Dirichlet Enhanced Latent Semantic Analysis
Kai Yu, Shipeng Yu and Volker Tresp
This paper describes nonparametric Bayesian treatments for analyzing records containing occurrences of items. The introduced model retains the strength of previous approaches that explore the latent factors of each record (e.g. topics of documents), and further uncovers the clustering structure of records, which reflects the statistical dependencies of the latent factors. The nonparametric model induced by a Dirichlet process (DP) flexibly adapts model complexity to reveal the clustering structure of the data. To avoid the problems of dealing with infinite dimensions, we further replace the DP prior by a simpler alternative, namely Dirichlet-multinomial allocation (DMA), which maintains the main modelling properties of the DP. Instead of relying on Markov chain Monte Carlo (MCMC) for inference, this paper applies efficient variational inference based on DMA. The proposed approach yields encouraging empirical results on both a toy problem and text data.
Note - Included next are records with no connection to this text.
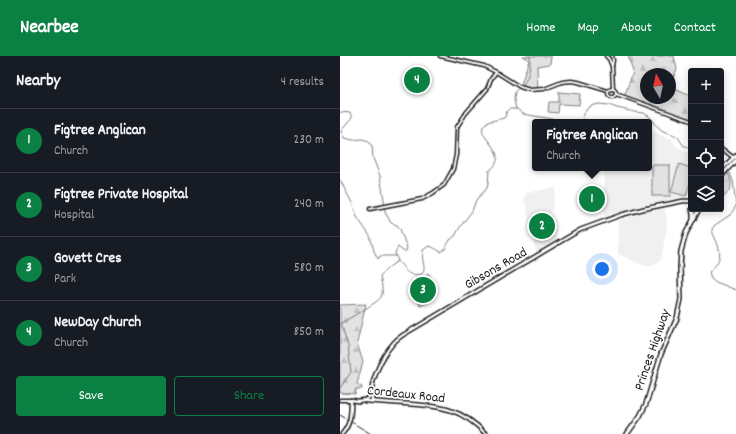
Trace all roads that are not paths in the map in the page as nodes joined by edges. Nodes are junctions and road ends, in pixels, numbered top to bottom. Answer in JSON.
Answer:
{"nodes":[{"id":1,"x":440,"y":56,"type":"edge"},
{"id":2,"x":606,"y":56,"type":"edge"},
{"id":3,"x":612,"y":56,"type":"edge"},
{"id":4,"x":612,"y":66,"type":"junction"},
{"id":5,"x":496,"y":72,"type":"junction"},
{"id":6,"x":613,"y":89,"type":"junction"},
{"id":7,"x":608,"y":91,"type":"junction"},
{"id":8,"x":616,"y":94,"type":"junction"},
{"id":9,"x":688,"y":120,"type":"edge"},
{"id":10,"x":724,"y":150,"type":"edge"},
{"id":11,"x":735,"y":158,"type":"edge"},
{"id":12,"x":724,"y":169,"type":"edge"},
{"id":13,"x":685,"y":201,"type":"joint"},
{"id":14,"x":688,"y":202,"type":"edge"},
{"id":15,"x":370,"y":209,"type":"dead end"},
{"id":16,"x":692,"y":212,"type":"edge"},
{"id":17,"x":698,"y":212,"type":"edge"},
{"id":18,"x":692,"y":221,"type":"junction"},
{"id":19,"x":372,"y":389,"type":"junction"},
{"id":20,"x":340,"y":400,"type":"edge"},
{"id":21,"x":352,"y":400,"type":"junction"},
{"id":22,"x":358,"y":401,"type":"junction"},
{"id":23,"x":372,"y":401,"type":"junction"},
{"id":24,"x":342,"y":434,"type":"edge"},
{"id":25,"x":486,"y":434,"type":"edge"},
{"id":26,"x":627,"y":434,"type":"edge"}],
"edges":[{"from":1,"to":5,"type":"street"},
{"from":2,"to":4,"type":"street"},
{"from":3,"to":4,"type":"street"},
{"from":4,"to":6,"type":"street"},
{"from":5,"to":7,"type":"street"},
{"from":5,"to":15,"type":"street"},
{"from":6,"to":7,"type":"street"},
{"from":6,"to":8,"type":"street"},
{"from":7,"to":8,"type":"street"},
{"from":8,"to":9,"type":"street"},
{"from":10,"to":11,"type":"street"},
{"from":11,"to":12,"type":"main road"},
{"from":13,"to":14,"type":"main road"},
{"from":13,"to":19,"type":"main road","name":"Gibsons Road"},
{"from":16,"to":18,"type":"main road","name":"Princes Highway"},
{"from":17,"to":18,"type":"main road","name":"Princes Highway"},
{"from":18,"to":26,"type":"main road","name":"Princes Highway"},
{"from":19,"to":22,"type":"main road","name":"Gibsons Road"},
{"from":19,"to":23,"type":"main road","name":"Gibsons Road"},
{"from":20,"to":21,"type":"street","name":"Cordeaux Road"},
{"from":21,"to":22,"type":"main road","name":"Cordeaux Road"},
{"from":21,"to":24,"type":"main road"},
{"from":22,"to":23,"type":"main road","name":"Cordeaux Road"},
{"from":23,"to":25,"type":"main road","name":"Cordeaux Road"}]}
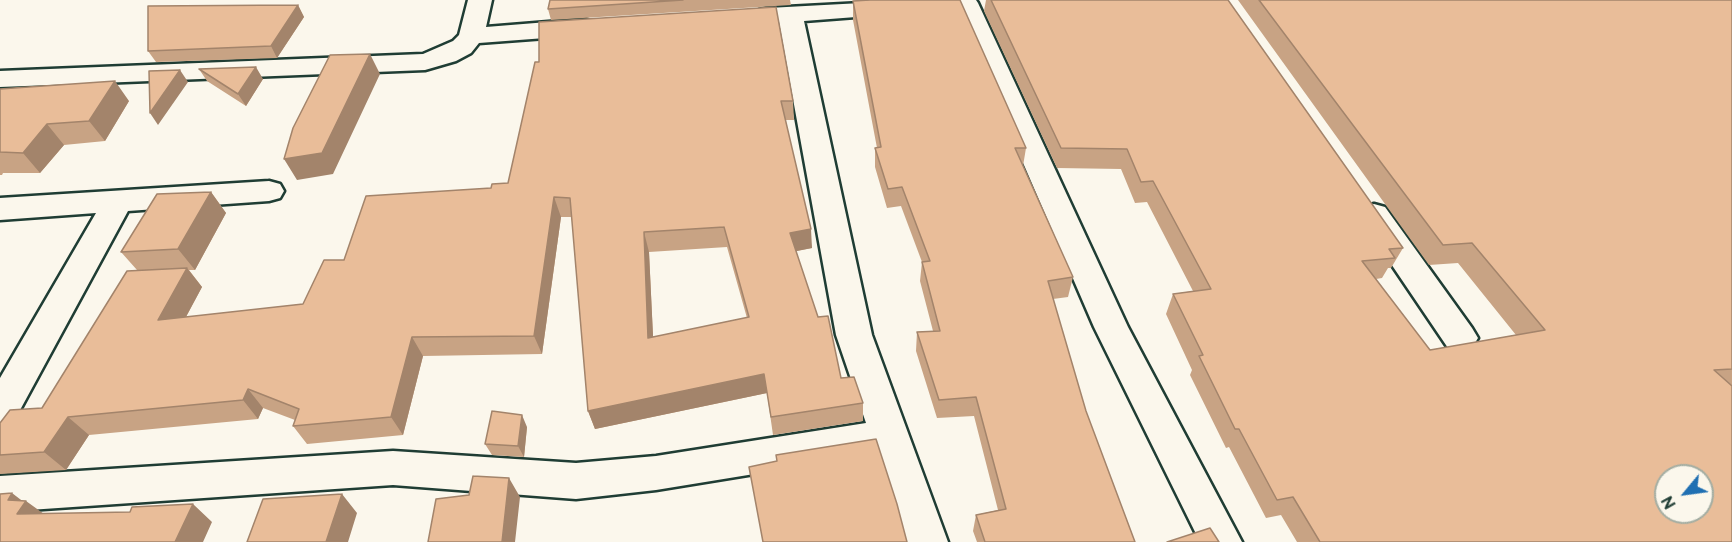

The results show that the proposed algorithm uncovers not only the latent factors, but also the clustering structure.
Gaussian Quadrature Based Expectation Propagation
Onno Zoeter and Tom Heskes
We present a general approximation method for Bayesian inference problems. The method is based on Expectation Propagation (EP). Projection steps in the EP iteration that cannot be done analytically are done using Gaussian quadrature. By identifying a general form in the projections, the only quadrature rules that are required are for exponential family weight functions. The corresponding cumulant and moment generating functions can then be used to automatically derive the necessary quadrature rules. In this article the approach is restricted to approximating families that factorize to a product of one-dimensional families.
The final algorithm has interesting similarities with particle filtering algorithms. We discuss these, and also discuss the relationship with variational Bayes and Laplace propagation. Experimental results are given for an interesting model from mathematical finance.